Tax Planning and the Child Tax Credit

If you have children qualifying for the Child Tax Credit and make in the neighborhood of $110,000 to $200,000 per year, this pertains to you. If not, feel free to ignore or share with someone who does.

What is the Child Tax Credit?

The Child Tax Credit is a $1,000 tax credit worth up to $1,000 for each child under the age of 17 (child has to be 16 years or younger at the end of the year). The credit amount is gradually phased out based on the following Modified Adjusted Gross Income (MAGI) levels:

  • $55,000 for married couples filing separately
  • $75,000 for single, head of household, and widow filers
  • $110,000 for married couples filing jointly

Once you reach the phase-out income the tax credit is reduced by $50 for each $1,000 of income above the threshold amount.

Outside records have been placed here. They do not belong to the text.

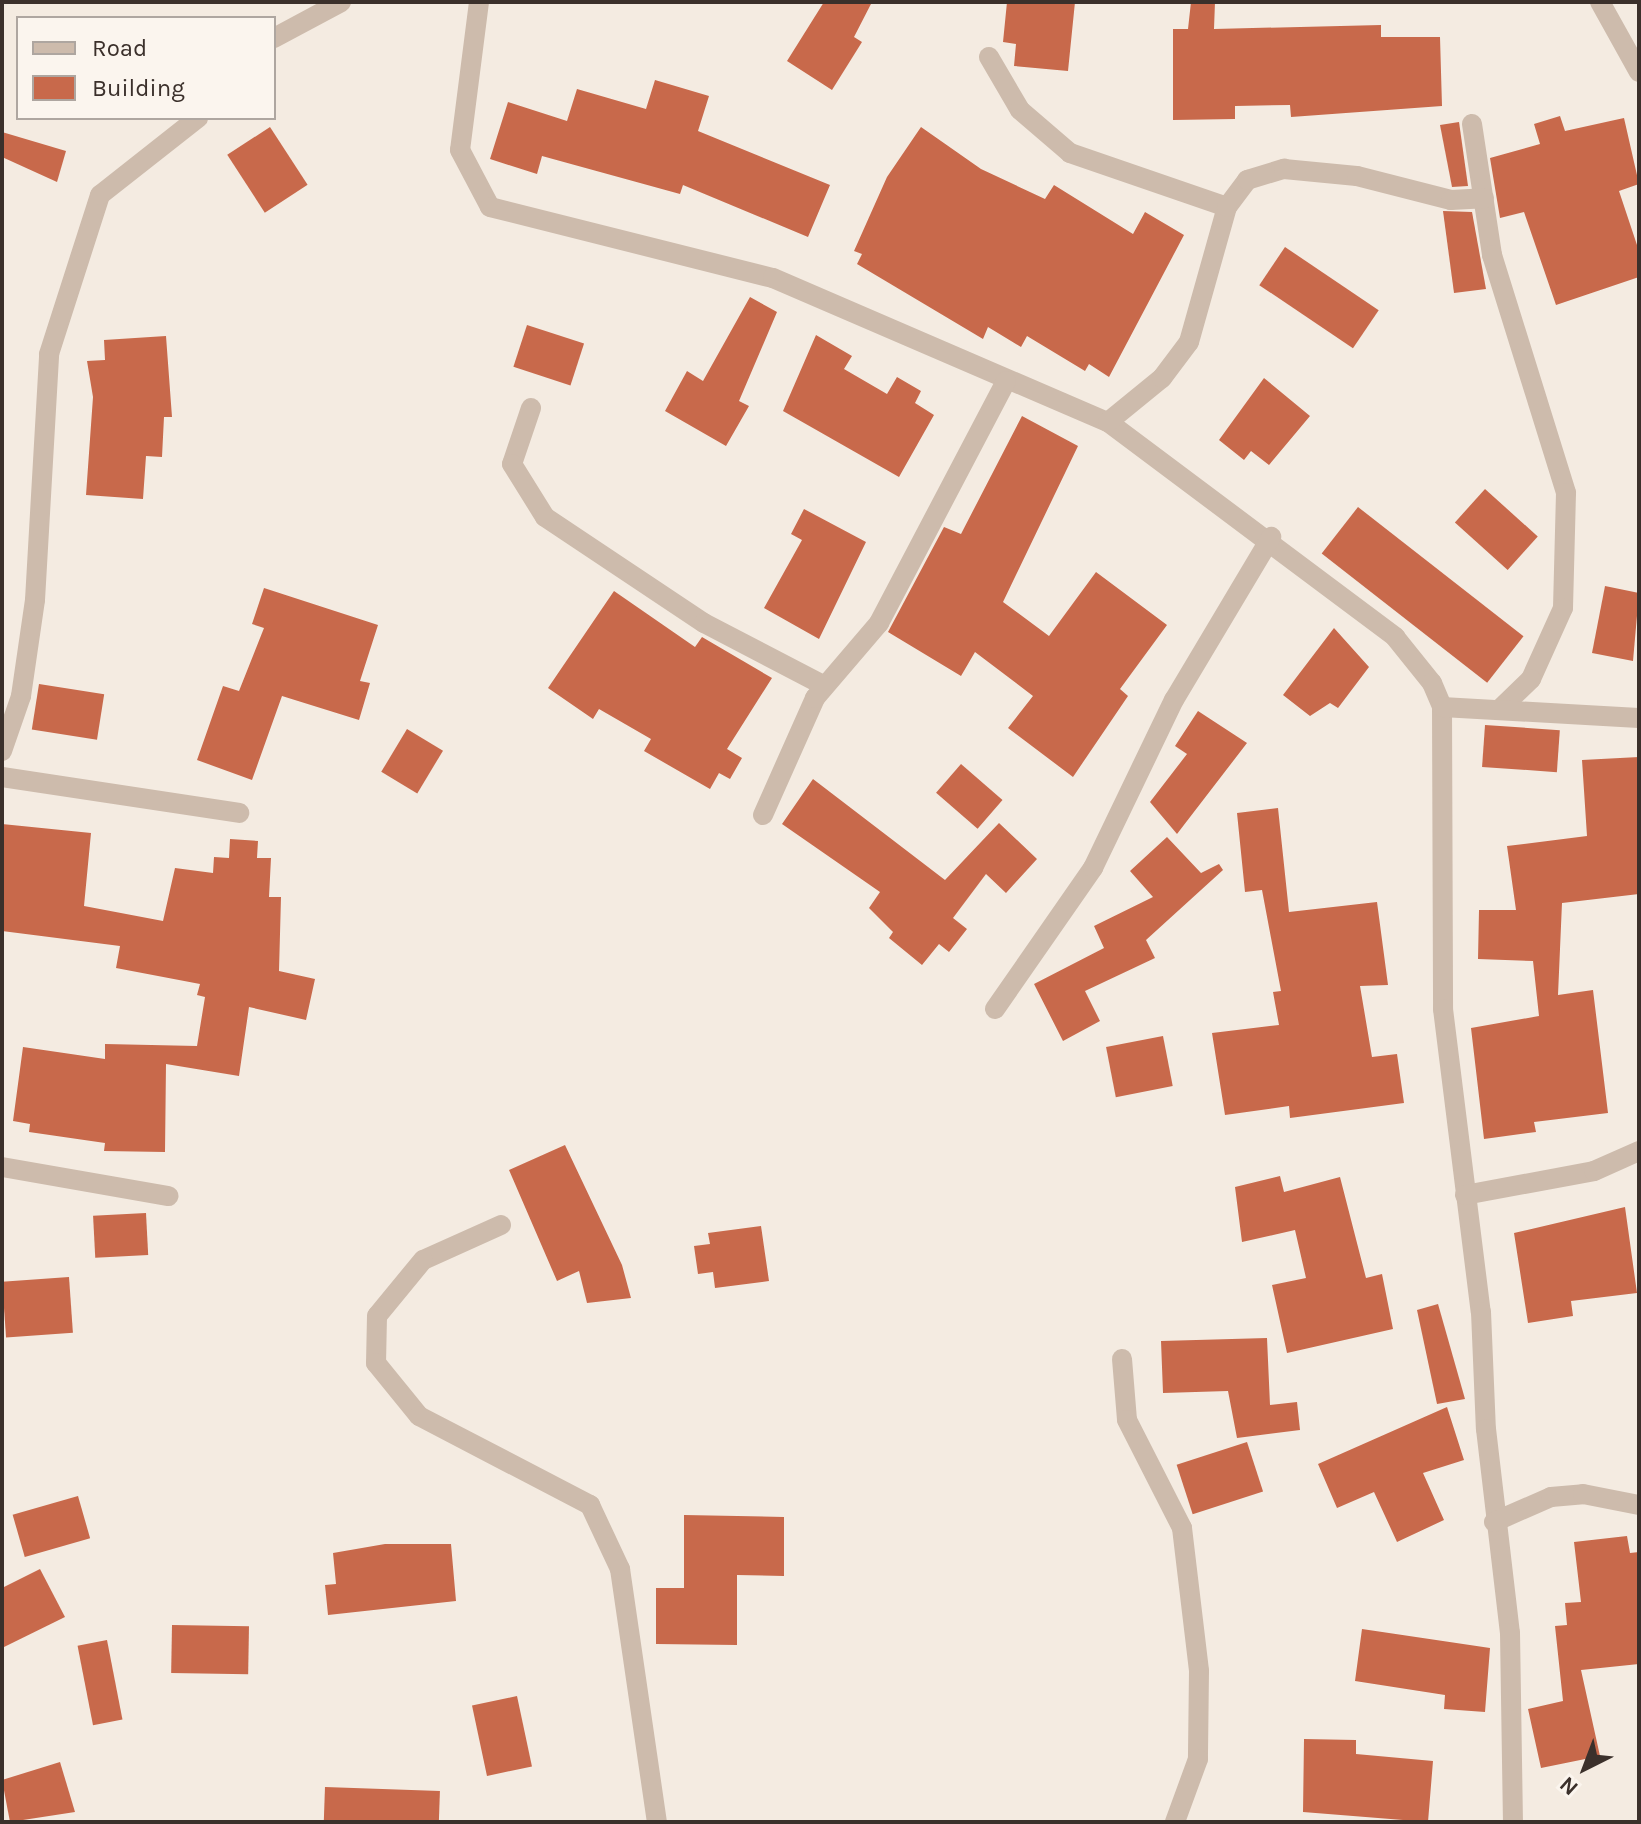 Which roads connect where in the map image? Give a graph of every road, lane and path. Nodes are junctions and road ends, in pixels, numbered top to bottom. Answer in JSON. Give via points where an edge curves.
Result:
{"nodes":[{"id":1,"x":341,"y":2,"type":"edge"},
{"id":2,"x":479,"y":2,"type":"edge"},
{"id":3,"x":1600,"y":2,"type":"edge"},
{"id":4,"x":276,"y":37,"type":"edge"},
{"id":5,"x":989,"y":57,"type":"dead end"},
{"id":6,"x":1639,"y":72,"type":"edge"},
{"id":7,"x":195,"y":120,"type":"edge"},
{"id":8,"x":1472,"y":124,"type":"dead end"},
{"id":9,"x":1484,"y":198,"type":"junction"},
{"id":10,"x":1227,"y":207,"type":"junction"},
{"id":11,"x":1006,"y":381,"type":"junction"},
{"id":12,"x":531,"y":408,"type":"dead end"},
{"id":13,"x":1108,"y":422,"type":"junction"},
{"id":14,"x":1271,"y":537,"type":"junction"},
{"id":15,"x":825,"y":686,"type":"junction"},
{"id":16,"x":1442,"y":707,"type":"junction"},
{"id":17,"x":1501,"y":708,"type":"junction"},
{"id":18,"x":1639,"y":718,"type":"edge"},
{"id":19,"x":2,"y":751,"type":"edge"},
{"id":20,"x":2,"y":777,"type":"edge"},
{"id":21,"x":239,"y":813,"type":"dead end"},
{"id":22,"x":763,"y":815,"type":"dead end"},
{"id":23,"x":995,"y":1009,"type":"dead end"},
{"id":24,"x":1639,"y":1151,"type":"edge"},
{"id":25,"x":2,"y":1167,"type":"edge"},
{"id":26,"x":1465,"y":1195,"type":"junction"},
{"id":27,"x":169,"y":1196,"type":"dead end"},
{"id":28,"x":501,"y":1225,"type":"dead end"},
{"id":29,"x":1122,"y":1359,"type":"dead end"},
{"id":30,"x":1639,"y":1505,"type":"edge"},
{"id":31,"x":1494,"y":1522,"type":"junction"},
{"id":32,"x":657,"y":1822,"type":"edge"},
{"id":33,"x":1175,"y":1822,"type":"edge"},
{"id":34,"x":1513,"y":1822,"type":"edge"}],
"edges":[{"from":1,"to":4,"type":"street"},
{"from":2,"to":11,"type":"street","via":[[460,150],[490,207],[773,278]]},
{"from":3,"to":6,"type":"street"},
{"from":5,"to":10,"type":"street","via":[[1020,110],[1070,153]]},
{"from":7,"to":19,"type":"street","via":[[100,195],[49,354],[35,600],[21,696]]},
{"from":8,"to":9,"type":"street"},
{"from":9,"to":10,"type":"street","via":[[1451,200],[1357,176],[1284,169],[1247,180]]},
{"from":9,"to":17,"type":"street","via":[[1492,255],[1566,493],[1563,608],[1531,679]]},
{"from":10,"to":13,"type":"street","via":[[1189,342],[1162,378]]},
{"from":11,"to":13,"type":"street"},
{"from":11,"to":15,"type":"street","via":[[879,623]]},
{"from":12,"to":15,"type":"street","via":[[512,464],[545,517],[704,623]]},
{"from":13,"to":14,"type":"street"},
{"from":14,"to":16,"type":"street","via":[[1395,637]]},
{"from":14,"to":23,"type":"street","via":[[1174,700],[1093,868]]},
{"from":15,"to":22,"type":"street"},
{"from":16,"to":17,"type":"street"},
{"from":16,"to":26,"type":"street","via":[[1443,1009]]},
{"from":17,"to":18,"type":"street"},
{"from":20,"to":21,"type":"street"},
{"from":24,"to":26,"type":"street","via":[[1594,1171]]},
{"from":25,"to":27,"type":"street"},
{"from":26,"to":31,"type":"street","via":[[1481,1312]]},
{"from":28,"to":32,"type":"street","via":[[423,1260],[377,1316],[376,1363],[419,1416],[590,1505],[620,1569]]},
{"from":29,"to":33,"type":"street","via":[[1127,1420],[1182,1528],[1199,1671],[1198,1759]]},
{"from":30,"to":31,"type":"street","via":[[1583,1494],[1551,1497]]},
{"from":31,"to":34,"type":"street","via":[[1510,1633]]}]}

The upper phase-out increases with the number of qualifying children you have and looks like this:

MAGI
Number of Kids Phase Out Starts Completely Phased Out
1 $110,000 $130,000
2 $110,000 $150,000
3 $110,000 $170,000
4 $110,000 $190,000
5 $110,000 $210,000
6 $110,000 $230,000
7 $110,000 $250,000

Why does this matter for tax planning?
If you are in the 25% marginal bracket for every extra dollar you phase yourself out of the tax credit, it costs you an extra 5% in taxes above your marginal rate (30% total).
Let’s say you are a young married resident, doctor, or professional with two kids currently in the Child Tax Credit phase out range (25% marginal bracket), but you know in the future you will likely be in the 28% marginal bracket or higher. Ignoring the Child Tax Credit, you may be inclined to contribute to a ROTH 401(k) or even complete ROTH conversions while you are in a lower tax bracket. However, you may be better off to wait on the ROTH conversions or take the immediate tax deduction of the Traditional 401(k) until you are completely phased out of the Child Tax Credit.
Here is an example of how one young family could save $12,000 in taxes by utilizing Traditional 401(k) and HSA contributions to lower their MAGI from $150,000 to $110,000.

Married – 2 Children

Without Deductions With Deductions Difference
Modified Adjusted Gross Income $150,000 $110,000 $40,000
Taxable Income $121,800 $81,800 $40,000
Tax Due $22,067.50 $12,067.50 $10,000
Child Tax Credit $0.00 ($2,000.00) $2,000
Adjusted Tax Due $22,067.50 $10,067.50 $12,000
Marginal Tax Rate 25.00% 25.00% 0%
Average Tax Rate Pre Credit 14.71% 10.97% 3.74%
Average Tax Rate Post Credit 14.71% 9.15% 5.56%
Tax Rate on last $40,000 30.00%

If utilizing ROTH 401(k) contributions or ROTH conversions is appropriate for this family, they can do so at a lower tax rate once they have been completely phased out of the credit and are in the 28% marginal bracket.
Keep an eye on the Alternative Minimum Tax (AMT) as the more dependents and tax credits you have the higher your risk is for being subject to AMT.